Polish economist and politician

Mateusz Szczurek (born 11 August 1975 in Warsaw, Poland) is a Polish economist and politician. He was the Polish Minister of Finance in the governments of successive prime ministers Donald Tusk and Ewa Kopacz from 2013 to 2015.

==Education==
Szczurek studied at the University of Warsaw and University of Sussex where in 1998 he obtained a master's degree, and in 2005 a PhD. He wrote his Masters thesis on "Chaos and non-linearity in Foreign Exchange Markets."

==Career in the private sector==
In 1997 Szczurek was an economist for ING Bank. In 2011 he became the Chief Economist of ING Group for Central Europe and Eastern Europe. He was chief (2003-2005) and co-founder Towarzystwo Absolwentów Uniwersytetów Brytyjskich (Alumni Association of British Universities). He is a member of Association of Polish Economists.

==Political career==
On 27 November 2013, the President of Poland appointed Szczurek as Minister of Finance.

During his time in office, Szczurek phased out Poland's flexible credit line (FCL) with the International Monetary Fund (IMF).

In 2014, Szczurek called for the creation of a European Fund for Investments – a special-purpose vehicle under the umbrella of the European Investment Bank – that would be able to finance, through leveraging its own capital, 700 billion euros (US$906.4 billion) worth of investment, to revive the European economy. In 2015, he announced that Polish state development bank BGK and its investment vehicle PIR would invest up to 8 billion euros ($8.5 billion) in projects linked to the European Fund for Strategic Investments (EFSI).

Also in 2015, Szczurek put aside funds the country’s budget for the repatriation – including housing, Polish language lessons and professional training – of tens of thousands of ethnic Poles living in Kazakhstan, Ukraine and other former Soviet republics.

==Life after politics==
Since leaving office, Szczurek has been teaching public finance and international economics at University of Warsaw.
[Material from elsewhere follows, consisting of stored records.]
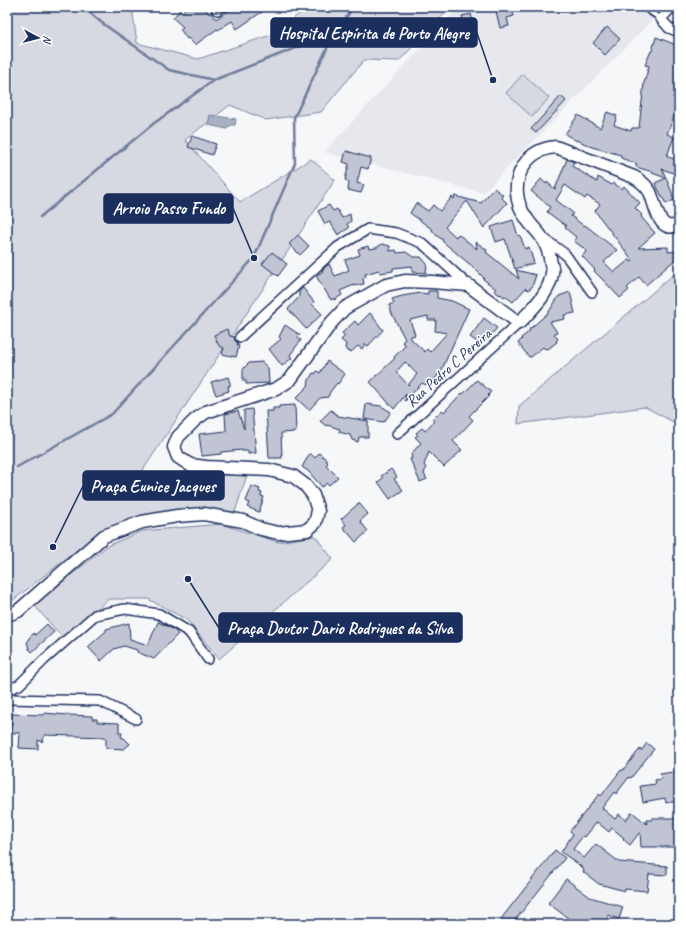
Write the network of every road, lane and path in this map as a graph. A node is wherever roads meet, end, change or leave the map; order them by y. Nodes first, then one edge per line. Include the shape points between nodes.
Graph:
1 (643, 7) edge
2 (672, 7) edge
3 (661, 19) junction
4 (679, 32) edge
5 (679, 224) edge
6 (542, 237) junction
7 (468, 285) junction
8 (592, 292) dead end
9 (519, 323) junction
10 (240, 337) dead end
11 (397, 434) dead end
12 (7, 615) edge
13 (208, 659) dead end
14 (7, 690) edge
15 (7, 699) edge
16 (136, 719) dead end

1 - 3 lane
2 - 3 street
3 - 4 street via 669,28
5 - 6 street via 670,226 660,220 644,183 556,147 538,151 529,157 518,175 516,189 519,203 526,218
6 - 8 street via 565,254
6 - 9 street via 550,255 552,272 548,289
7 - 9 street
7 - 10 street via 422,244 396,233 368,230 338,247
7 - 12 street via 412,281 386,285 345,308 331,323 290,380 276,389 206,412 178,437 174,447 178,457 190,465 269,470 293,476 313,495 318,511 315,523 307,530 278,533 243,521 204,514 142,522 104,536 18,611
9 - 11 street, Rua Pedro C Pereira
13 - 14 street via 189,632 159,614 125,609 95,615 19,685
15 - 16 street via 100,701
He also serves as Associate Director, Lead Regional Economist in the European Bank for Reconstruction and Development (EBRD), monitoring structural reforms and policy dialogue in Central Europe and the Baltics region.

In October 2016, Szczurek was appointed to the five-member European Fiscal Board, an independent advisory board of the European Commission on fiscal matters.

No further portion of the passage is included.